**EXERCISE DESCRIPTION:** List every line below containing "Empire".

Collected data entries
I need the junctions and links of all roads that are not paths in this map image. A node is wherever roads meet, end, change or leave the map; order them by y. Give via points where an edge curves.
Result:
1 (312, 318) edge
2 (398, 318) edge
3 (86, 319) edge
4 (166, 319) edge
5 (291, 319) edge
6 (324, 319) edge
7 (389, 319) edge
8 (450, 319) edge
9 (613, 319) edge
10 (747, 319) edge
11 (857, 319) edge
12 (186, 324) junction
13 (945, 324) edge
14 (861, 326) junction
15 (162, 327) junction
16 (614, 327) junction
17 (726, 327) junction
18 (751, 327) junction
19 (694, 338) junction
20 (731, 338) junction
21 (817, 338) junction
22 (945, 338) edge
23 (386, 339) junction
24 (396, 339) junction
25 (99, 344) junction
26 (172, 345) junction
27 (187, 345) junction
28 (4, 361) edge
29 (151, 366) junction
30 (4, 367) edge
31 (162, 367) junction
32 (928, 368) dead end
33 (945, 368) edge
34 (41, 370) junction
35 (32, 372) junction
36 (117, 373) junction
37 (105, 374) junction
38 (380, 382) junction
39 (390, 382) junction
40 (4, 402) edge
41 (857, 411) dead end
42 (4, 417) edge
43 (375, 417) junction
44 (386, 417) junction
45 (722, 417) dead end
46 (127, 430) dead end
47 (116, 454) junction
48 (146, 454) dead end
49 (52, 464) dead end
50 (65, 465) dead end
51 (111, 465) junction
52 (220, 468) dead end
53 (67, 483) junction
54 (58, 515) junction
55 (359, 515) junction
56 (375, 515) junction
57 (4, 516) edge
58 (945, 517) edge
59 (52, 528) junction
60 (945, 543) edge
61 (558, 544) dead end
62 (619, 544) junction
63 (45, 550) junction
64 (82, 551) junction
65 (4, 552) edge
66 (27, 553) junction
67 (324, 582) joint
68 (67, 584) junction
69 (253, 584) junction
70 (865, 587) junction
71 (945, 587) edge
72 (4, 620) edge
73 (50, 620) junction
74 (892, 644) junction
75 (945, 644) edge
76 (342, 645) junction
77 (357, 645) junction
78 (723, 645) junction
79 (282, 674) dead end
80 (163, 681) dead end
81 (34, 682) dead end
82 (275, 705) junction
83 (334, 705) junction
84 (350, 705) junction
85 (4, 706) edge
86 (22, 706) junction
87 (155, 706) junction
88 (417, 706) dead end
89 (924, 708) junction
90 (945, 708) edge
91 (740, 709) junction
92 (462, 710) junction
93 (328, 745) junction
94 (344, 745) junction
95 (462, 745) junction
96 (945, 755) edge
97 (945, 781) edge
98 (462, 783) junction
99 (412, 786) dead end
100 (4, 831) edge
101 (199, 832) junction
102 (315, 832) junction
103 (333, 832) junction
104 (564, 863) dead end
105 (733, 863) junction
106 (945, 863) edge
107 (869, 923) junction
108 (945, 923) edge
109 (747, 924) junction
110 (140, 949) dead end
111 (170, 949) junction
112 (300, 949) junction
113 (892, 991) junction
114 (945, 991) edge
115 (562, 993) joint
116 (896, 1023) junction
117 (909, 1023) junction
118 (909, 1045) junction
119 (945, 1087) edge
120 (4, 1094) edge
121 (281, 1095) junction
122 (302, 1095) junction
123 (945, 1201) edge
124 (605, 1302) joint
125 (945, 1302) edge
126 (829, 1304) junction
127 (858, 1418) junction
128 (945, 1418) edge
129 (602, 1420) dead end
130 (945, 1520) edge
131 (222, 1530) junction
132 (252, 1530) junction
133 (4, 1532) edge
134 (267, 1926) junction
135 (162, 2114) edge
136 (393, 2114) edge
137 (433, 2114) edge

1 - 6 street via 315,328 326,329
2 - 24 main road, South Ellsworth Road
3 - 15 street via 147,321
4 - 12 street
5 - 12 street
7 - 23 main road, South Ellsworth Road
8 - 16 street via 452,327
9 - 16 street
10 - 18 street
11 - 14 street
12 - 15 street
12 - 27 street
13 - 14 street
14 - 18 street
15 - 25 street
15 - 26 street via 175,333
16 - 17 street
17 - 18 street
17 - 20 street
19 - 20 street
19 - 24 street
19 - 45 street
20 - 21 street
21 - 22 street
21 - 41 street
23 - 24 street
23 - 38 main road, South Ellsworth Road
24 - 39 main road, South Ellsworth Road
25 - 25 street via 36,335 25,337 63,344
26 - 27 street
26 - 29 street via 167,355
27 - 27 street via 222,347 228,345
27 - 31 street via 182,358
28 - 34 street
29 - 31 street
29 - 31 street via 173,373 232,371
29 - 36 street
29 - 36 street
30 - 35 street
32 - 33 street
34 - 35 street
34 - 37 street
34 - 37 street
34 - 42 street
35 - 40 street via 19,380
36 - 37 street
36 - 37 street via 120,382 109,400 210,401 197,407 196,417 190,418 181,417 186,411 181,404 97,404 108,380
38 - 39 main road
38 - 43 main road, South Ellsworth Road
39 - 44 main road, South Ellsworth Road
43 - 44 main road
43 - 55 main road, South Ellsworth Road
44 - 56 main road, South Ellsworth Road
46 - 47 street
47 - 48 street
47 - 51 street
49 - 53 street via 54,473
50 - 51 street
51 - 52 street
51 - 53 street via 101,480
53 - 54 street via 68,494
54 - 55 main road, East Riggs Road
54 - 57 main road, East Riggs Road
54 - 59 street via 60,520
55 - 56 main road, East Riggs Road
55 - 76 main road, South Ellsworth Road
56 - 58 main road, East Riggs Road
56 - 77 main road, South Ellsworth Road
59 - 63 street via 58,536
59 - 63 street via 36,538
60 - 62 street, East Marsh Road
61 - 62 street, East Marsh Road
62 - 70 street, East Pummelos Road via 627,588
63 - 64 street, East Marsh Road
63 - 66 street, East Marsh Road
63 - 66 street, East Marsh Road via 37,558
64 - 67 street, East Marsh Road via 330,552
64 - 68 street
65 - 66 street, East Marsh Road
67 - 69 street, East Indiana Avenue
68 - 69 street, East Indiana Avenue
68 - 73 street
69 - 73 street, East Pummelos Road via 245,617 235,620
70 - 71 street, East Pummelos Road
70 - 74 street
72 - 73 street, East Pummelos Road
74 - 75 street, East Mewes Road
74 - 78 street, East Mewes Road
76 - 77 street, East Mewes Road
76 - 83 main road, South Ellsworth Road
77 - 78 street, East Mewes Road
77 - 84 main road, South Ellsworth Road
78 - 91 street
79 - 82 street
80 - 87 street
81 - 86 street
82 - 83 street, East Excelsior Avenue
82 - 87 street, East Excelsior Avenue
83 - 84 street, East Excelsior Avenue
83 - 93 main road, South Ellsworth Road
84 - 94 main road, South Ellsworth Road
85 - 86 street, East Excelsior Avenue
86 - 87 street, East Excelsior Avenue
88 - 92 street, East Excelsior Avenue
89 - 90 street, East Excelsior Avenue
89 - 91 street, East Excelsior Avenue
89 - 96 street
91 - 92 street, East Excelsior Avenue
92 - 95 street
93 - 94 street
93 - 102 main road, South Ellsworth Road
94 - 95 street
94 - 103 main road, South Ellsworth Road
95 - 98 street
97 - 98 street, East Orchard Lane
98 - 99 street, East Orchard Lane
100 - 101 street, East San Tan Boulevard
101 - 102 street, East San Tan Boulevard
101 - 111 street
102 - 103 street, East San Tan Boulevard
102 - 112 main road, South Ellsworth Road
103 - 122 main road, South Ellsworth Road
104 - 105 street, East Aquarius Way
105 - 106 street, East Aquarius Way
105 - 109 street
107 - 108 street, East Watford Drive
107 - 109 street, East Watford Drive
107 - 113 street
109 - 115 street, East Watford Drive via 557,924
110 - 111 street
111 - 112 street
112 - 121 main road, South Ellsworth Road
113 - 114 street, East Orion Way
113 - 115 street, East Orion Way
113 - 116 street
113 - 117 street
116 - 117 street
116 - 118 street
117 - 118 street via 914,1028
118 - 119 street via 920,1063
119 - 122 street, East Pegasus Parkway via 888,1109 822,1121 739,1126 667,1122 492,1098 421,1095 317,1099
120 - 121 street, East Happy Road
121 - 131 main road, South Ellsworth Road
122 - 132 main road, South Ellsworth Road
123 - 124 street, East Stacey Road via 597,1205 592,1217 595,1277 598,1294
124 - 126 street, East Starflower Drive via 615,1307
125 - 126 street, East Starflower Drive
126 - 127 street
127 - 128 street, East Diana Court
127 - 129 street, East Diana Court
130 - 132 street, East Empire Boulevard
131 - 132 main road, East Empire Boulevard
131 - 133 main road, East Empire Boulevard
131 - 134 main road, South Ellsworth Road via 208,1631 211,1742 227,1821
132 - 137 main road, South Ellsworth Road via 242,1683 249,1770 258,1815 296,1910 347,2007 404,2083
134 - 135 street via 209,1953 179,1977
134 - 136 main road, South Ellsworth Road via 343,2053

**ANSWER BELOW:**
130 - 132 street, East Empire Boulevard
131 - 132 main road, East Empire Boulevard
131 - 133 main road, East Empire Boulevard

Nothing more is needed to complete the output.